Volgens Roel Custers is het ‘voorkomen van’ de beste behandeling tegen artrose. Het is aan de huisarts om hierover goede voorlichting te geven. Daarnaast helpt het ook om een gezond gewicht te houden en in sommige gevallen uit te kijken met wat voor bewegingen je maakt met het sporten. Bij een verkeerde beweging bij het sporten kan je bijvoorbeeld je kruisband scheuren. Zo’n scheur herstelt maar vergroot wel de kans om bij dat kniegewricht knieartrose te ontwikkelen.
Krijg je toch knieartrose? Dan zal bij de eerste behandeling nog geen operatie plaatsvinden. De eerste optie is het aansterken van de spieren rond de knie. Dit kan je doen met krachttraining, zwemmen of wandelen. Daarnaast kan je medicatie innemen om te helpen met de pijn. Wat voor medicatie hangt af van de klachten. Dit verschilt van ibuprofen tot een injectie in de knie.
Op welk moment is opereren een optie?
Kraakbeen bestaat uit verschillende lagen. Er zijn daarom ook verschillende maten van beschadigingen van het kraakbeen. Is de beschadiging te groot? Dan is opereren een optie. Om te helpen met deze keuze bestaat er een kwaliteitsstandaard voor artrose in de knie. Het bevat een overzicht van mogelijke behandelingen. Ook heeft de Nationale Vereniging ReumaZorg Nederland een keuzekaart gemaakt voor mensen met knieartrose.
Voor knieartrose zijn er verschillende operatieve opties in verschillende fases van knieartrose:
1 Vroege artrose
Standscorrectie: Wanneer iemand door artrose een deel van het gewricht meer belast, ontstaat een standsafwijking. X-benen zijn een voorbeeld van een standafwijking. Om dit te veranderen kan een standscorrectie een optie zijn. Hierbij wordt de stand van het been zodanig veranderd dat het pijnlijke gedeelte minder wordt belast. Een standscorrectie maakt gebruik van een kleine inzaging van het bot. Daardoor verandert de stand van het bot en dus ook de druk op het gewricht.
2 Eindstadium artrose
Kniedistractie: Bij een kniedistractie wordt het kniegewricht gedurende ongeveer zes weken een stukje ‘uit elkaar getrokken’. Het doel is om het kraakbeen te herstellen om zo artroseklachten te verminderen.

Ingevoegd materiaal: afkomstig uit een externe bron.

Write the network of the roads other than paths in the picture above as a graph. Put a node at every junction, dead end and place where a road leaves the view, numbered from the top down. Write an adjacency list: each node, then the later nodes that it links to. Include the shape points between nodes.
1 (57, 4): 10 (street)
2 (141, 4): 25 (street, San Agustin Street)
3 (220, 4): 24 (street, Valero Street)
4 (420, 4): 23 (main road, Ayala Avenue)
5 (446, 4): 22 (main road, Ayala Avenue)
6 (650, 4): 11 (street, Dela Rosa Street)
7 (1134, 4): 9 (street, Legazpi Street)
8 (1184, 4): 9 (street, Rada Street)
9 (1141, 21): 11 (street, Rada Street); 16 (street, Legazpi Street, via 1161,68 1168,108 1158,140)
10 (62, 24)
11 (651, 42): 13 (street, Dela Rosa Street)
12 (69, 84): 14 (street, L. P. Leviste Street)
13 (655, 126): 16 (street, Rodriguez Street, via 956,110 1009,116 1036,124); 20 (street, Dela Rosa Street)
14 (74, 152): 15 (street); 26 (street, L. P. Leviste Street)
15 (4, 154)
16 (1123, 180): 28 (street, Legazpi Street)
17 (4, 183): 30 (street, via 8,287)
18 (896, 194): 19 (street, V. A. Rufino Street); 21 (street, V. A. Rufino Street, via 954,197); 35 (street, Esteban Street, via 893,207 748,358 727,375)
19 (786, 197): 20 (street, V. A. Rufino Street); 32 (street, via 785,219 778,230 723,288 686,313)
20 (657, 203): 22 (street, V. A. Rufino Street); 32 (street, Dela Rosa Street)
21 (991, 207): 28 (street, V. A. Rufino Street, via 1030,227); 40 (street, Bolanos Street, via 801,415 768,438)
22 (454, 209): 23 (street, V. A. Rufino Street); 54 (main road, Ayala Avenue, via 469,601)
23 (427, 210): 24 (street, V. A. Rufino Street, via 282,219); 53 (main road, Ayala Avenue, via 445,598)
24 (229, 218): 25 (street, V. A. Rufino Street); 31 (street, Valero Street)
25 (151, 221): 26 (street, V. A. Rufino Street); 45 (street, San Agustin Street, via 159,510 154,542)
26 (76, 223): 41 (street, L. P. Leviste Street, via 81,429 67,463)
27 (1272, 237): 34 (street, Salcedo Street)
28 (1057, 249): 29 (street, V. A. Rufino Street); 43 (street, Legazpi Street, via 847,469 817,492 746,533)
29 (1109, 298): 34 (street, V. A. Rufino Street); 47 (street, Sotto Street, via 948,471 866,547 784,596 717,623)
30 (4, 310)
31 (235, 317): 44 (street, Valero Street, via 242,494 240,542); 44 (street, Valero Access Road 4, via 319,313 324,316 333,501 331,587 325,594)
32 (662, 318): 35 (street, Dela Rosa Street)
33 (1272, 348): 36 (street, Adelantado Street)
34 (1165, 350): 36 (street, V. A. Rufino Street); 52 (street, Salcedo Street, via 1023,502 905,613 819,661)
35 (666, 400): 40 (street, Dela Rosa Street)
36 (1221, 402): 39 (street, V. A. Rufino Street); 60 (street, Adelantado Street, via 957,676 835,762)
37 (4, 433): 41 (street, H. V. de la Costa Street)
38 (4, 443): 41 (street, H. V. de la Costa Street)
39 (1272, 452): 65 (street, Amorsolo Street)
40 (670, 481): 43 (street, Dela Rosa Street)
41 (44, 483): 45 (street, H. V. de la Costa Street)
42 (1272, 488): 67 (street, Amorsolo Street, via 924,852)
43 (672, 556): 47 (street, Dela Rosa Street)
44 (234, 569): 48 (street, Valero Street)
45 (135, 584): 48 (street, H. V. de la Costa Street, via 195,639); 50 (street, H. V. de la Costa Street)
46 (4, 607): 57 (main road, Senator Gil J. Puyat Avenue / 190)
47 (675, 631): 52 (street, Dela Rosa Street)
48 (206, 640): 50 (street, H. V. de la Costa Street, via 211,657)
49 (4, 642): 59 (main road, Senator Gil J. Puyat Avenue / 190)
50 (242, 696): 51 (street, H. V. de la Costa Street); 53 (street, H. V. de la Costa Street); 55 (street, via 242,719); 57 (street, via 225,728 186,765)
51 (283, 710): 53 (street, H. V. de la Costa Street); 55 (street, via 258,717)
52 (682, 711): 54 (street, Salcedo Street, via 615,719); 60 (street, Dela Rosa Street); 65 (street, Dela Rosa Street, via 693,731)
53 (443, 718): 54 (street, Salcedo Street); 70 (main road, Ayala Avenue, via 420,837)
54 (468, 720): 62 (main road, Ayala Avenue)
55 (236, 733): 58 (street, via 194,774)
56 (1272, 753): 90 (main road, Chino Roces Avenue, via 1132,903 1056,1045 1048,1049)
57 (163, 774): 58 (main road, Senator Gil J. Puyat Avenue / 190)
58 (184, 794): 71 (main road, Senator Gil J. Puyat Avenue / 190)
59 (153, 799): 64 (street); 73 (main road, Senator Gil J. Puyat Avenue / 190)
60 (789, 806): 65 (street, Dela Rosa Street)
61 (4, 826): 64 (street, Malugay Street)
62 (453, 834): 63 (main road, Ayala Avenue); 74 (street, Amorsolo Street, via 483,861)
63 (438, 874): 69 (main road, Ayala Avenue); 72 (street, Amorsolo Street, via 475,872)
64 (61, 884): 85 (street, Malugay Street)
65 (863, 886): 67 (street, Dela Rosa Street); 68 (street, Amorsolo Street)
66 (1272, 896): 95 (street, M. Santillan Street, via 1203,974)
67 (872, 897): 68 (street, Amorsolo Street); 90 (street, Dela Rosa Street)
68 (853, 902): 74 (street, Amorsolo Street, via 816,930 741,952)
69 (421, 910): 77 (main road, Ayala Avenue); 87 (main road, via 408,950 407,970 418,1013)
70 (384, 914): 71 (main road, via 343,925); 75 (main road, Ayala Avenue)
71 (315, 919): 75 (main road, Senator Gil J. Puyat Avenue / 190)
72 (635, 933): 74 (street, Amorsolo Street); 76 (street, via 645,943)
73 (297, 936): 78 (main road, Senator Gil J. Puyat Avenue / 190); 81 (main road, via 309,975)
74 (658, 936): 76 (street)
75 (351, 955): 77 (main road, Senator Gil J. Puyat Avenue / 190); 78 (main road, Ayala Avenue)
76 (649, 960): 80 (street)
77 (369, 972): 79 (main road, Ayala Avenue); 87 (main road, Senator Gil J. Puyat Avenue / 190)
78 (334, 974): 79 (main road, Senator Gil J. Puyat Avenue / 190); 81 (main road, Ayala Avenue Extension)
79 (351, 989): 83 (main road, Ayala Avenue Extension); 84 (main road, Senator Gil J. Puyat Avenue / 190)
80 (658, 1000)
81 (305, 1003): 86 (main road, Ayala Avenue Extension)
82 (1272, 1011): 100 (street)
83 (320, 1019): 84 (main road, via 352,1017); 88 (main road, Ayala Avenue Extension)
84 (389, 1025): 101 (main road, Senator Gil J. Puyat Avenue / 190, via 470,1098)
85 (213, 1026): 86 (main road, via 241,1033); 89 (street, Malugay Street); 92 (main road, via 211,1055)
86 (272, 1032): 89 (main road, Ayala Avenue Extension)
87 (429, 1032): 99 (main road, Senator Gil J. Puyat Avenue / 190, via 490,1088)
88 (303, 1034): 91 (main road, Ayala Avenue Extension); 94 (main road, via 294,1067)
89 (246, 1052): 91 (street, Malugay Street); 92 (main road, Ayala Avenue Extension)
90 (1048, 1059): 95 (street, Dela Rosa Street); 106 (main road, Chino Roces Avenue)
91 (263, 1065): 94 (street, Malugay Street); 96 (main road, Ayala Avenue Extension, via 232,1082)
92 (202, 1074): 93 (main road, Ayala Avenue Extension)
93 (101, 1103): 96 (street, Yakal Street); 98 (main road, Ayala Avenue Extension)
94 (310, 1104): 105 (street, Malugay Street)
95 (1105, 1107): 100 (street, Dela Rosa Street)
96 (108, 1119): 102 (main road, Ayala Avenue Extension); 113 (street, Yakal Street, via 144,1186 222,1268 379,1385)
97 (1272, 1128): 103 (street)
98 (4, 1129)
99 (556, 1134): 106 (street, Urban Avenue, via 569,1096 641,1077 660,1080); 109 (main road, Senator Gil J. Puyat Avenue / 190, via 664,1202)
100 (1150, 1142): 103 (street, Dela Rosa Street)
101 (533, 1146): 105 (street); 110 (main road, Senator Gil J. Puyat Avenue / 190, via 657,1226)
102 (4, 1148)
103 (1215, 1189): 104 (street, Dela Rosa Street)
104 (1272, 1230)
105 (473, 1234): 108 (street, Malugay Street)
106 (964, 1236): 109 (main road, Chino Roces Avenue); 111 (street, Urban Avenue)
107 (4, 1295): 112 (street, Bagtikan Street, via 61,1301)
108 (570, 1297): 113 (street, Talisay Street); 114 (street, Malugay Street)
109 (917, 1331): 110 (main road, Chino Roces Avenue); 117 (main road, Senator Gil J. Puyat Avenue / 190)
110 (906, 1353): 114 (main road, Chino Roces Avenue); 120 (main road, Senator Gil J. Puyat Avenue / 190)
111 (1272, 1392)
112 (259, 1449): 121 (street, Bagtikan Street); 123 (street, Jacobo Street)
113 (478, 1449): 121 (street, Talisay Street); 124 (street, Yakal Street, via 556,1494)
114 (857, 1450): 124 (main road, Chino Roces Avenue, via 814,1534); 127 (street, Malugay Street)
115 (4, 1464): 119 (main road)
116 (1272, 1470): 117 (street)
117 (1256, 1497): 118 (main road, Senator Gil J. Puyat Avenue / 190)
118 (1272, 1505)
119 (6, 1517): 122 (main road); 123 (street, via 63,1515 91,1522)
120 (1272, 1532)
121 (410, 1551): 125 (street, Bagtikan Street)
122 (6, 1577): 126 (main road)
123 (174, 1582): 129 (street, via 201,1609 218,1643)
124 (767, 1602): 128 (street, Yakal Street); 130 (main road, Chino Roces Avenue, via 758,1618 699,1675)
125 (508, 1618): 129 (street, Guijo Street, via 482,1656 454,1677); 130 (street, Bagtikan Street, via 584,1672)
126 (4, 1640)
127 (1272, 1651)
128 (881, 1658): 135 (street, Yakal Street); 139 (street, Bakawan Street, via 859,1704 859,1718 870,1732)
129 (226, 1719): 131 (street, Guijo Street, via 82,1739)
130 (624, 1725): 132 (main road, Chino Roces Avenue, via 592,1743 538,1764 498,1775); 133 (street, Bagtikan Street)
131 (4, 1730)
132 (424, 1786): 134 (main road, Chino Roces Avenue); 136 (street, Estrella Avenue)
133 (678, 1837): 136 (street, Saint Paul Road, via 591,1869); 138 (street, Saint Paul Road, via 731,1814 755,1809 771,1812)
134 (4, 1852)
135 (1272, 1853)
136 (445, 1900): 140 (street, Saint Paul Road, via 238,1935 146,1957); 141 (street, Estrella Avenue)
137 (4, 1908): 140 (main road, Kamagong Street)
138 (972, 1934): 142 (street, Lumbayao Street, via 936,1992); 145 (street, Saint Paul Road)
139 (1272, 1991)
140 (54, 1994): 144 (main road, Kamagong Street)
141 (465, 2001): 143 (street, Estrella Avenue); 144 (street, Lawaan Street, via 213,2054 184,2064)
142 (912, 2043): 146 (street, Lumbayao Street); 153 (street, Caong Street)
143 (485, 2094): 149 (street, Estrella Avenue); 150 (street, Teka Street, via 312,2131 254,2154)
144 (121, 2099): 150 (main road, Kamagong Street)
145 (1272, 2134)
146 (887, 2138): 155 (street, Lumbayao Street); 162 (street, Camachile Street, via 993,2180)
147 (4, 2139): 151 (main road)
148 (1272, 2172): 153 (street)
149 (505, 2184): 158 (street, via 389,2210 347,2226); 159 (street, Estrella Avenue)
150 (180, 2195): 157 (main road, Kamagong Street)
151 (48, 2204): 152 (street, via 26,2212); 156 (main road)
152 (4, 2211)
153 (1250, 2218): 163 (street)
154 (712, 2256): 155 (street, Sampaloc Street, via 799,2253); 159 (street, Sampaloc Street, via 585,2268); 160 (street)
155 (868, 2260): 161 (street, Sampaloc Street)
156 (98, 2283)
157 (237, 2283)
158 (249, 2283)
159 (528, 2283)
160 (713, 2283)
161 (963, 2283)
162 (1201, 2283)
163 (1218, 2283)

Dit gebeurt door middel van een uitwendige metalen constructie die de banden rondom de knie oprekt. Na 6 à 7 weken mag de constructie weer los en kan de knie beginnen te herstellen. De ingreep is vaak een tijdelijke oplossing die voornamelijk werkt voor mensen die al op vroegere leeftijd knieartrose hebben. De maatregel helpt om het zetten van een knieprothese uit te stellen.
Knieprothese: De knieprothese is een veelvoorkomende operatie en wordt jaarlijks zo’n 25.000 keer gedaan. Bij een knieprothese wordt het gewricht vervangen door metalen platen die in het bot wordt geplaatst. De constructie moet de functie van de knie vervangen. Een knie met een prothese heet ook wel een kunstknie. Vooral op oudere leeftijd is er een hoog succespercentage voor pijnvermindering en mobiliteit. Op jonge leeftijd is dit minder omdat de prothese sneller slijt. Dit komt doordat mensen van deze leeftijdsgroep vaak nog volop willen bewegen.
De toekomst
Roel licht toe dat er nog veel onderzoek naar knieartrose gaande is. Zo kijken de nieuwste technieken naar andere opties zoals: herstel door littekenweefsel of het injecteren van gel. Voor verder gevorderde beschadigingen onderzoeken deskundigen of implantaten en celtransplantatie een optie zijn. Onderzoek dat hard nodig is omdat het aantal mensen met knieartrose de komende jaren enorm zal stijgen.